В поисках бриллиантовой диадемы - Аверин Владимир Владимирович. Страница 9

Мне надо подкраситься? — И, увидев недовольный взгляд Никольского, объяснила: — Я умею. Меня этому научил наш цирковой гример.

Никольский не хотел попусту тратить время, ведь его не интересовали фотографии, которые собирался сделать Вадик.

Нет, не надо краситься, юности косметика не нужна! — сказал он и подвел Дину к фальшивому окну, за которым сиял Версальский дворец.

Дина надела диадему, и Вадик начал фотографировать.
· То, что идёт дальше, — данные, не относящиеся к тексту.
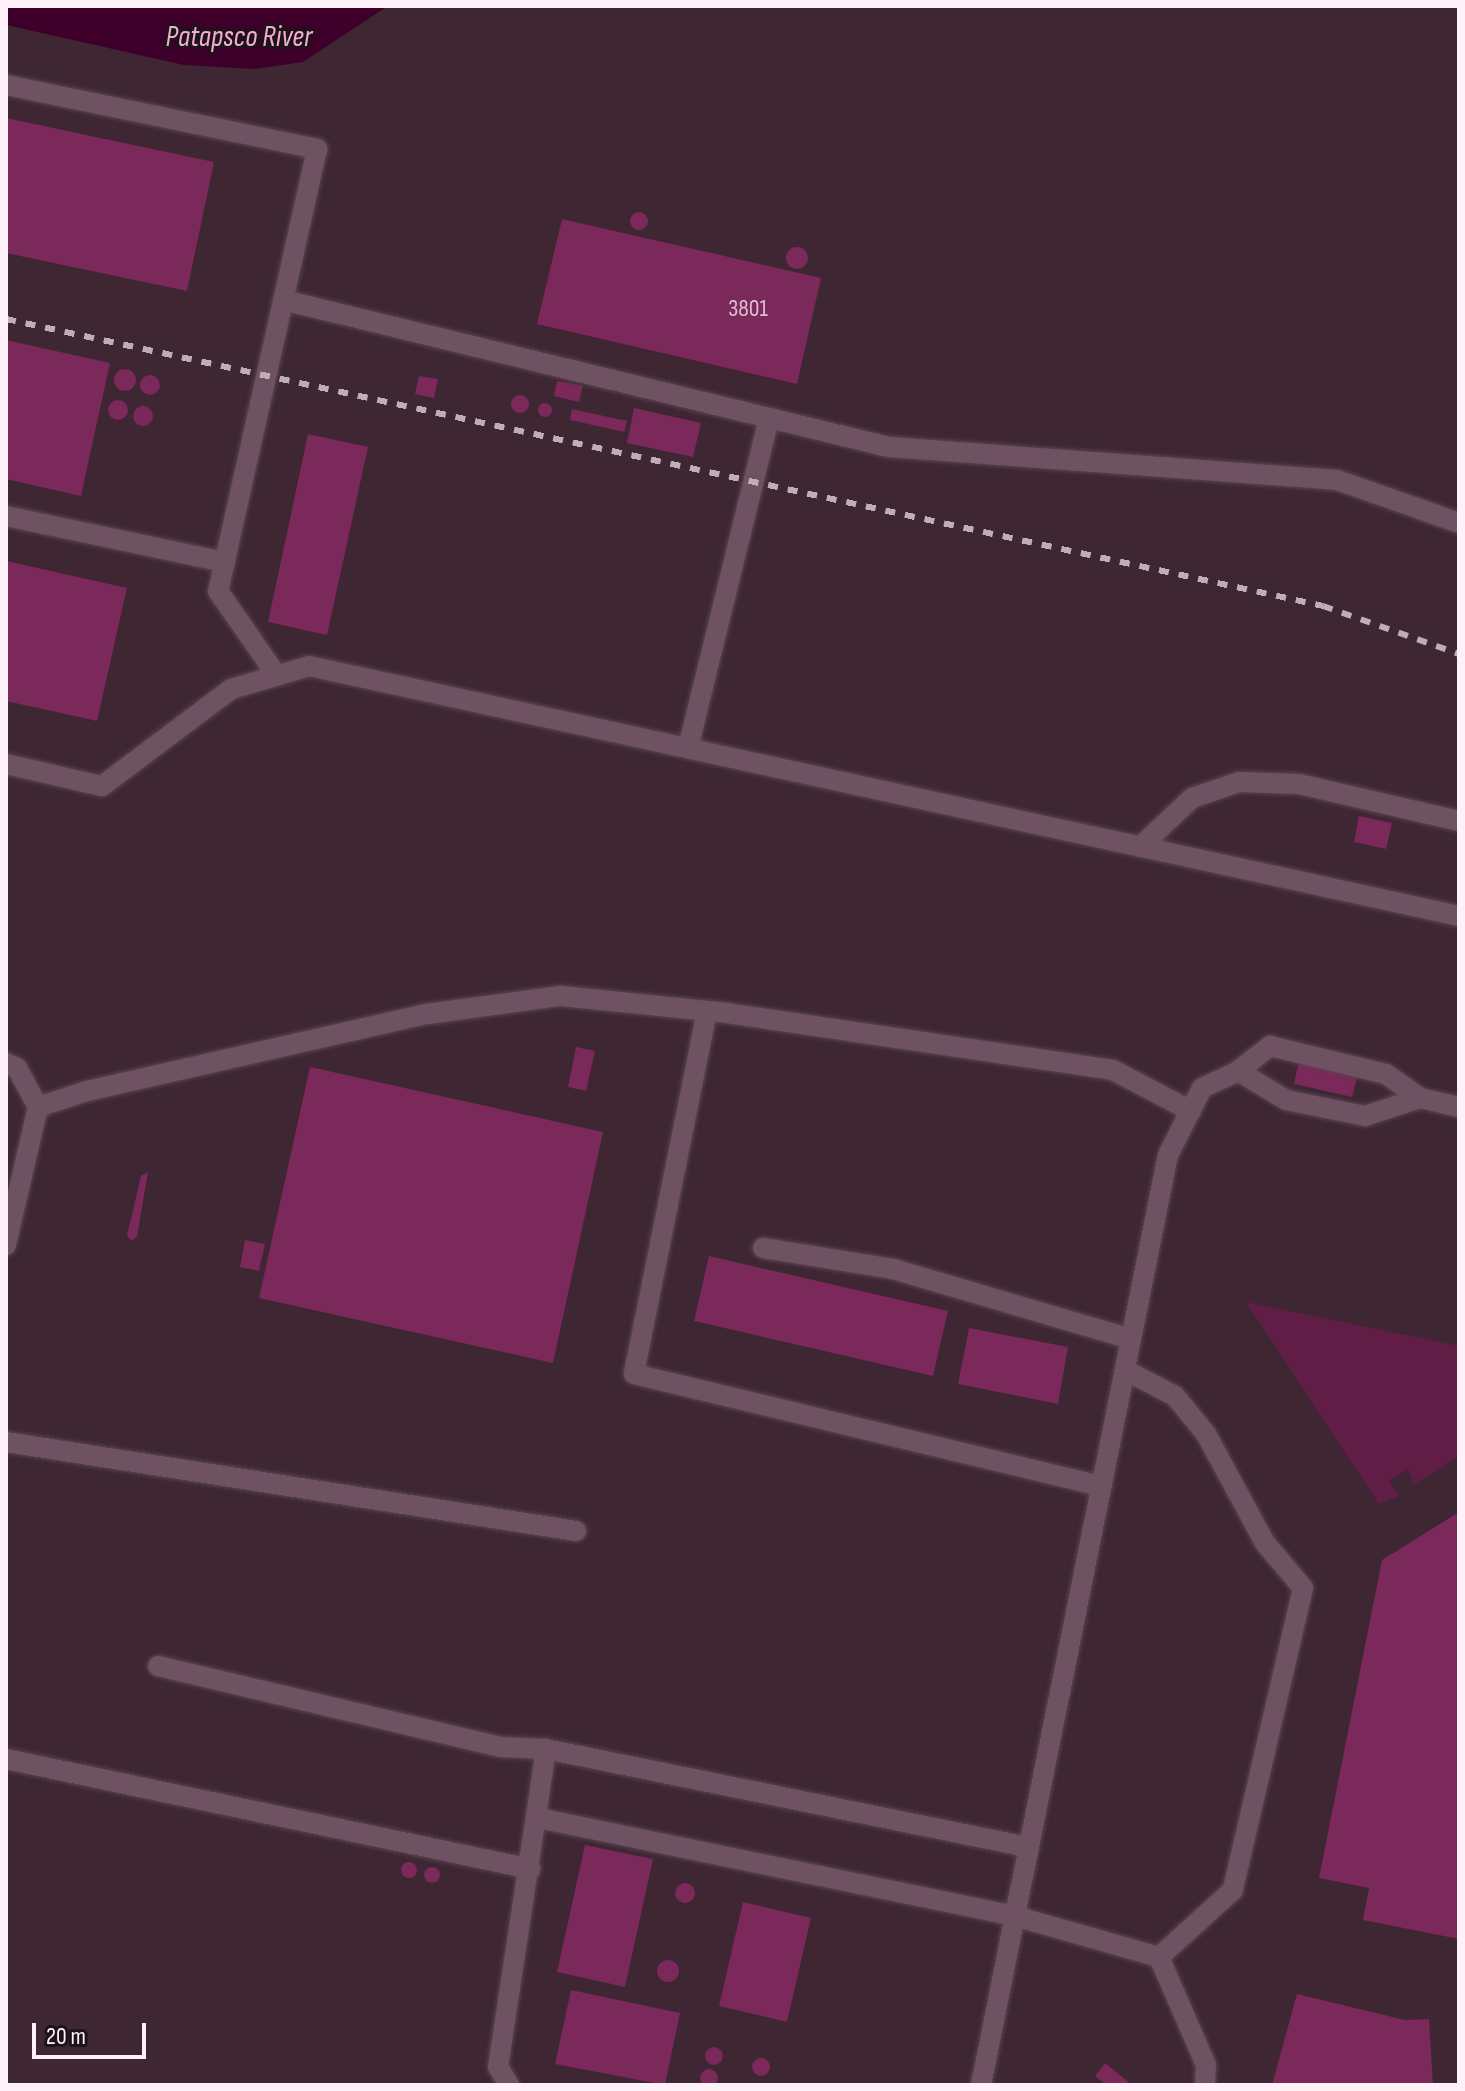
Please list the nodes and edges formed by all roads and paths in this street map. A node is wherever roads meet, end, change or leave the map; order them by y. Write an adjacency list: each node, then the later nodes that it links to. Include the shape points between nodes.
1 (6, 85): 2 (lane, via 317,149)
2 (283, 300): 3 (lane); 6 (lane)
3 (769, 418): 5 (lane, via 889,447 1337,480); 8 (lane)
4 (6, 516): 6 (lane)
5 (1459, 523)
6 (225, 562): 7 (lane, via 218,591)
7 (275, 673): 8 (lane, via 309,666); 9 (lane, via 231,689 102,786)
8 (688, 748): 11 (lane)
9 (6, 764)
10 (1459, 821): 11 (lane, via 1299,784 1239,782 1192,798)
11 (1140, 847): 12 (lane)
12 (1459, 916)
13 (707, 1011): 17 (lane, via 561,996 427,1014 87,1091); 19 (lane, via 1113,1070); 25 (lane, via 634,1374)
14 (6, 1063): 17 (lane, via 17,1068)
15 (1238, 1071): 16 (lane, via 1286,1100 1365,1116); 16 (lane, via 1270,1046 1386,1074); 19 (lane, via 1202,1088)
16 (1420, 1098): 18 (lane)
17 (38, 1107): 20 (lane)
18 (1459, 1107)
19 (1191, 1111): 22 (lane, via 1168,1155)
20 (6, 1245)
21 (763, 1248): 22 (lane, via 893,1269)
22 (1131, 1339): 23 (lane)
23 (1125, 1370): 25 (lane); 34 (lane, via 1175,1396 1206,1434 1265,1543 1303,1588 1261,1788 1233,1890)
24 (6, 1442): 26 (lane)
25 (1101, 1486): 31 (lane)
26 (576, 1531)
27 (158, 1666): 28 (lane, via 501,1747)
28 (546, 1749): 30 (lane); 31 (lane)
29 (6, 1759): 32 (lane)
30 (538, 1818): 32 (lane); 33 (lane)
31 (1029, 1847): 33 (lane)
32 (531, 1869): 35 (lane, via 498,2067)
33 (1015, 1916): 34 (lane); 36 (lane)
34 (1159, 1957): 37 (lane, via 1206,2065)
35 (509, 2085)
36 (981, 2085)
37 (1205, 2085)

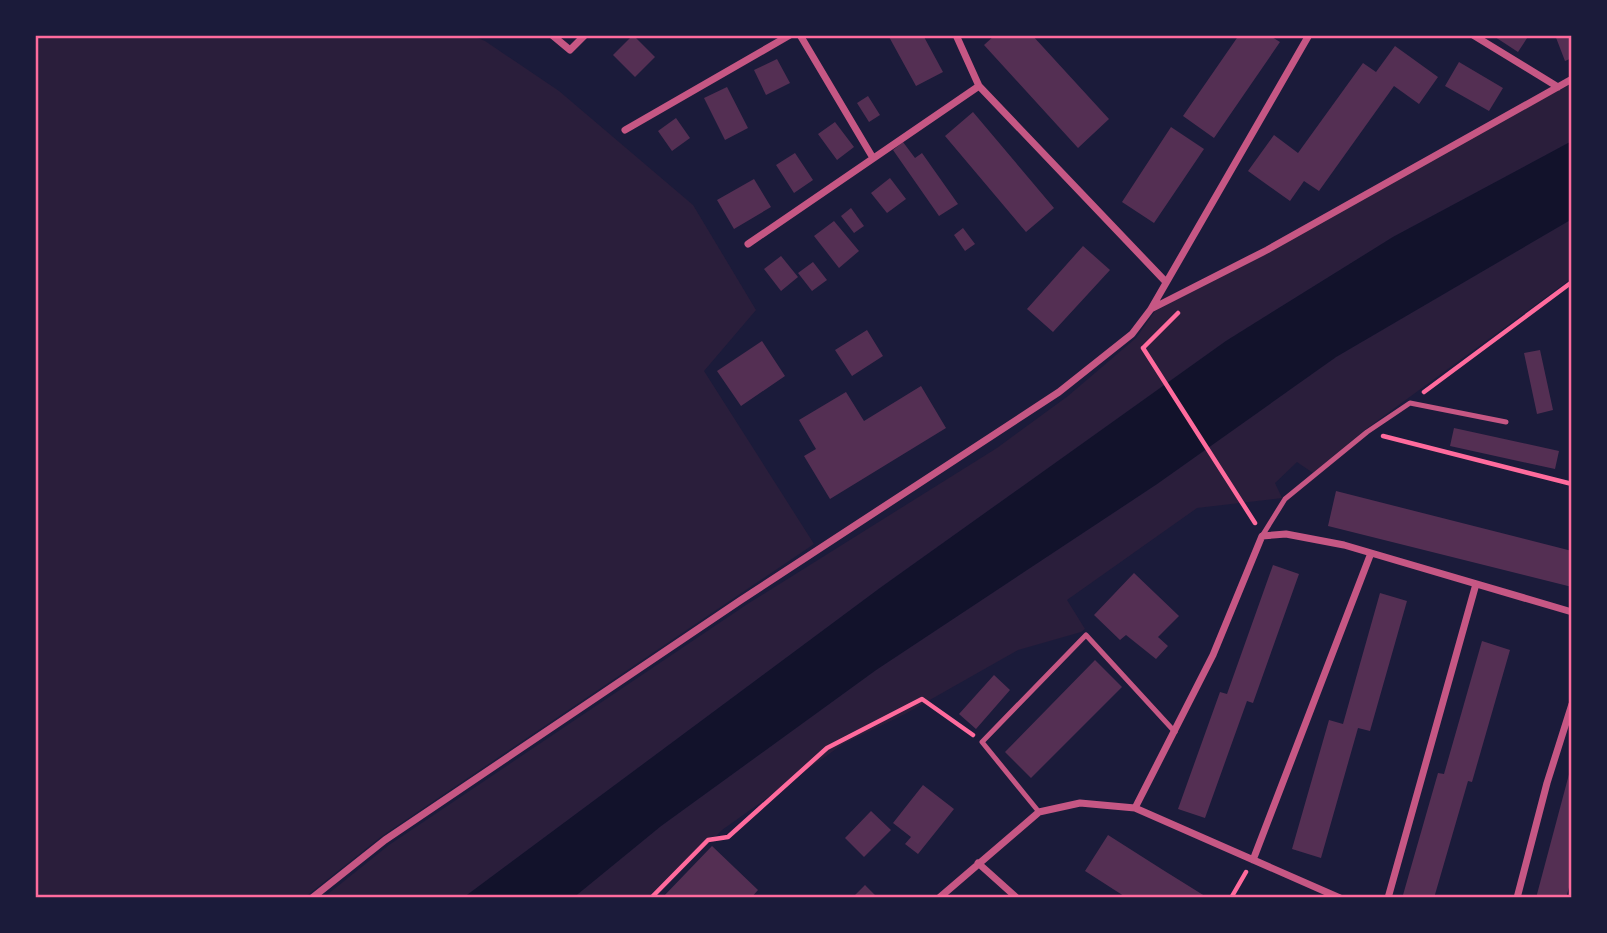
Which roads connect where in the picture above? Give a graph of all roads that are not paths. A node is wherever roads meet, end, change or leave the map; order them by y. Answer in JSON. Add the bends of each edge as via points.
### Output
{"nodes":[{"id":1,"x":552,"y":35,"type":"edge"},
{"id":2,"x":585,"y":35,"type":"edge"},
{"id":3,"x":790,"y":35,"type":"edge"},
{"id":4,"x":800,"y":35,"type":"edge"},
{"id":5,"x":956,"y":35,"type":"edge"},
{"id":6,"x":1309,"y":35,"type":"edge"},
{"id":7,"x":1473,"y":35,"type":"edge"},
{"id":8,"x":1572,"y":79,"type":"edge"},
{"id":9,"x":979,"y":86,"type":"junction"},
{"id":10,"x":1558,"y":88,"type":"junction"},
{"id":11,"x":625,"y":130,"type":"dead end"},
{"id":12,"x":873,"y":158,"type":"junction"},
{"id":13,"x":748,"y":244,"type":"dead end"},
{"id":14,"x":1165,"y":281,"type":"junction"},
{"id":15,"x":1151,"y":309,"type":"junction"},
{"id":16,"x":1506,"y":422,"type":"dead end"},
{"id":17,"x":1262,"y":536,"type":"junction"},
{"id":18,"x":1371,"y":553,"type":"junction"},
{"id":19,"x":1476,"y":584,"type":"junction"},
{"id":20,"x":1572,"y":612,"type":"edge"},
{"id":21,"x":1572,"y":704,"type":"edge"},
{"id":22,"x":1175,"y":732,"type":"junction"},
{"id":23,"x":1135,"y":807,"type":"junction"},
{"id":24,"x":1039,"y":812,"type":"junction"},
{"id":25,"x":1253,"y":860,"type":"junction"},
{"id":26,"x":978,"y":863,"type":"junction"},
{"id":27,"x":312,"y":898,"type":"edge"},
{"id":28,"x":939,"y":898,"type":"edge"},
{"id":29,"x":1017,"y":898,"type":"edge"},
{"id":30,"x":1340,"y":898,"type":"edge"},
{"id":31,"x":1388,"y":898,"type":"edge"},
{"id":32,"x":1517,"y":898,"type":"edge"}],
"edges":[{"from":1,"to":2,"type":"street","via":[[570,50]]},
{"from":3,"to":11,"type":"street"},
{"from":4,"to":12,"type":"street"},
{"from":5,"to":9,"type":"street"},
{"from":6,"to":14,"type":"street"},
{"from":7,"to":10,"type":"street"},
{"from":8,"to":10,"type":"street"},
{"from":9,"to":12,"type":"street"},
{"from":9,"to":14,"type":"street"},
{"from":10,"to":15,"type":"street","via":[[1267,250]]},
{"from":12,"to":13,"type":"street"},
{"from":14,"to":15,"type":"street"},
{"from":15,"to":27,"type":"street","via":[[1132,334],[1059,392],[385,840]]},
{"from":16,"to":17,"type":"lane","via":[[1410,403],[1285,499]]},
{"from":17,"to":18,"type":"street","via":[[1286,534]]},
{"from":17,"to":22,"type":"street","via":[[1213,656]]},
{"from":18,"to":19,"type":"street"},
{"from":18,"to":25,"type":"street"},
{"from":19,"to":20,"type":"street"},
{"from":19,"to":31,"type":"street"},
{"from":21,"to":32,"type":"street"},
{"from":22,"to":23,"type":"street"},
{"from":22,"to":24,"type":"lane","via":[[1086,635],[982,741]]},
{"from":23,"to":24,"type":"street","via":[[1080,803]]},
{"from":23,"to":25,"type":"street"},
{"from":24,"to":26,"type":"street"},
{"from":25,"to":30,"type":"street"},
{"from":26,"to":28,"type":"street"},
{"from":26,"to":29,"type":"street"}]}
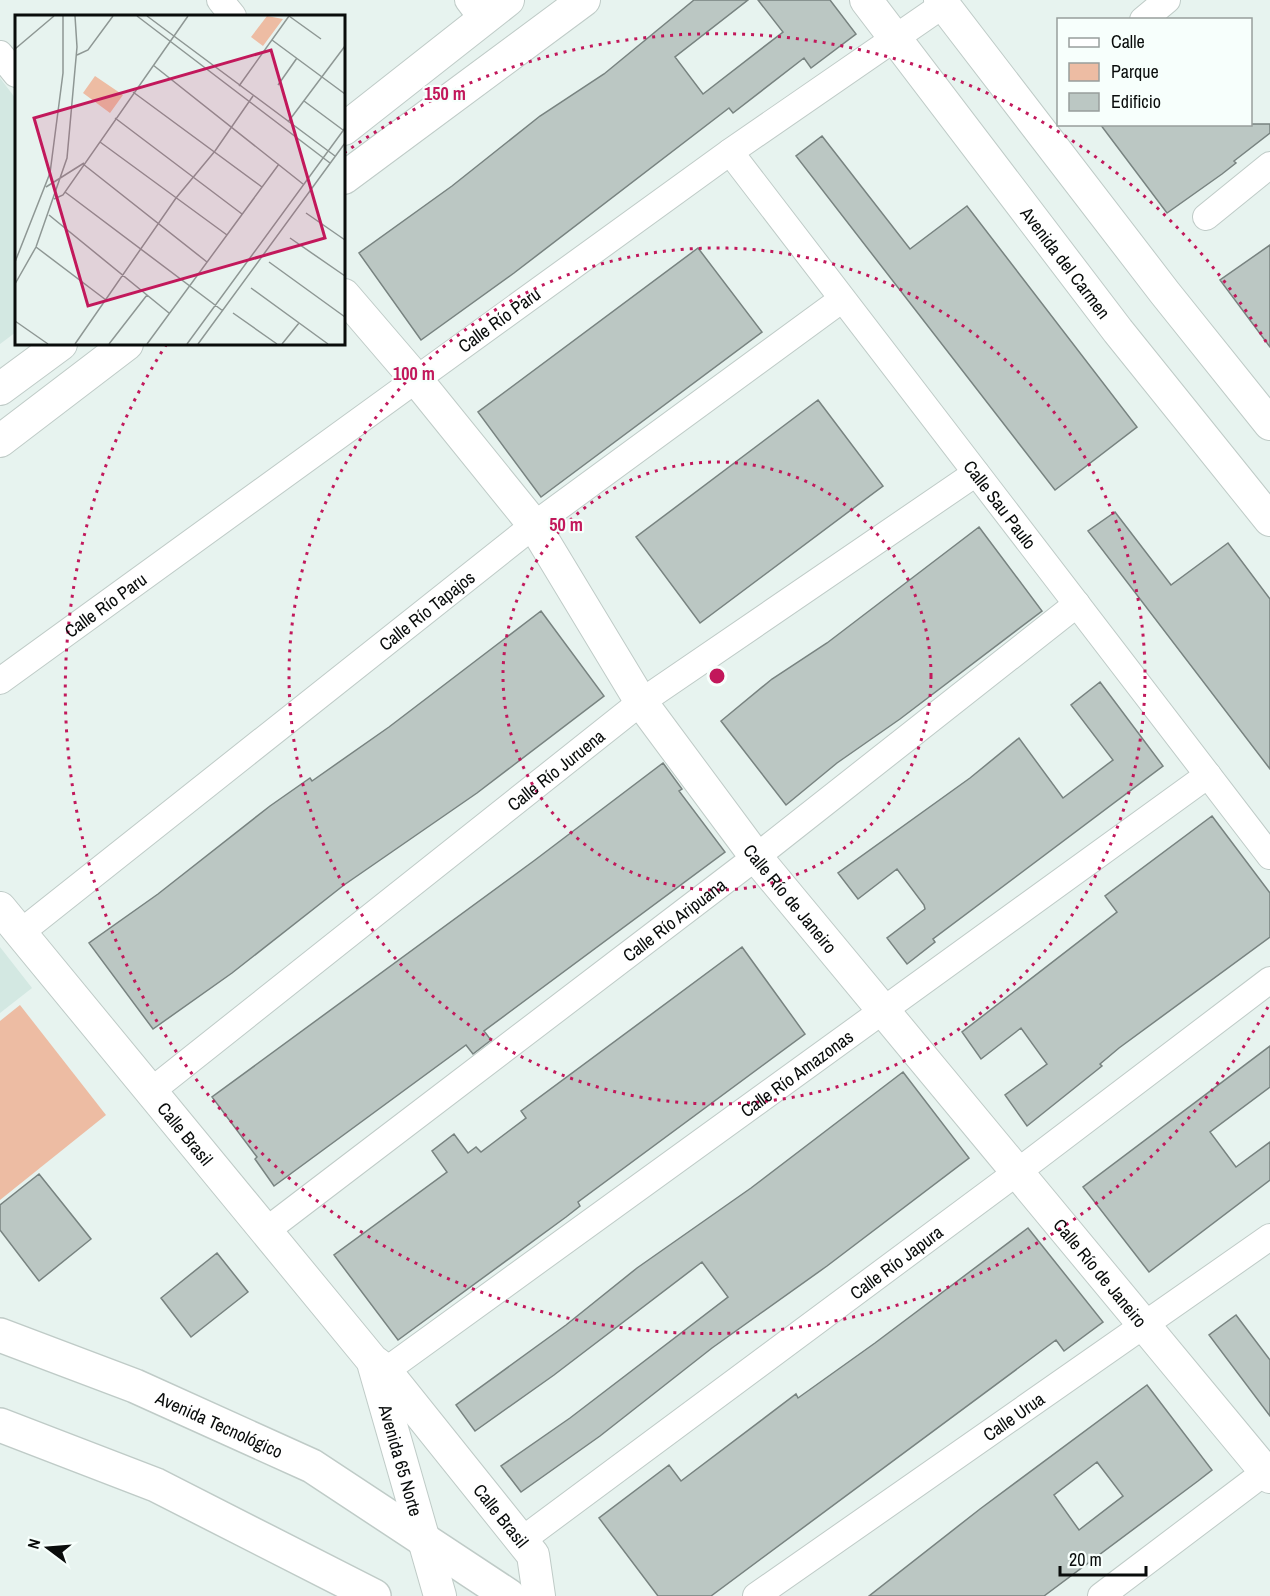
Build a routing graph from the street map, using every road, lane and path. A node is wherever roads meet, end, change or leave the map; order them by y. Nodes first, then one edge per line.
1 (220, 0) edge
2 (508, 0) edge
3 (584, 0) edge
4 (866, 0) edge
5 (1167, 0) edge
6 (942, 2) edge
7 (475, 10) edge
8 (232, 15) edge
9 (1145, 18) edge
10 (895, 36) junction
11 (0, 54) edge
12 (15, 73) edge
13 (345, 128) edge
14 (730, 152) junction
15 (1270, 165) edge
16 (345, 177) edge
17 (1206, 217) dead end
18 (345, 296) edge
19 (841, 300) junction
20 (60, 345) edge
21 (126, 345) edge
22 (416, 380) junction
23 (0, 389) edge
24 (1270, 424) edge
25 (0, 441) edge
26 (976, 473) junction
27 (1270, 520) edge
28 (534, 525) junction
29 (1077, 604) junction
30 (0, 681) edge
31 (641, 702) junction
32 (1208, 775) junction
33 (1270, 856) edge
34 (756, 857) junction
35 (0, 908) edge
36 (20, 933) junction
37 (1270, 980) edge
38 (884, 1008) junction
39 (150, 1092) junction
40 (1016, 1173) junction
41 (267, 1230) junction
42 (1270, 1237) edge
43 (1144, 1325) junction
44 (0, 1335) edge
45 (378, 1368) junction
46 (0, 1425) edge
47 (1268, 1475) edge
48 (522, 1540) junction
49 (426, 1542) junction
50 (374, 1596) edge
51 (440, 1596) edge
52 (509, 1596) edge
53 (538, 1596) edge
54 (756, 1596) edge
55 (1101, 1596) edge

Уже после пяти минут позирования Дина стала раздражительной. Через десять минут она ругала Вадика за то, что он заставляет ее повторять одно и то же движение по сто раз. На пятнадцатой минуте она устало спросила:

Долго еще?

И тут подоспел Никольский.

Еще несколько кадров и все, — сказал он и предложил: — А что, если мы попробуем сместить диадему немного вперед, на лоб нашей принцессы. Как писал Пушкин: «А во лбу звезда горит!» Мне кажется, так будет красивее!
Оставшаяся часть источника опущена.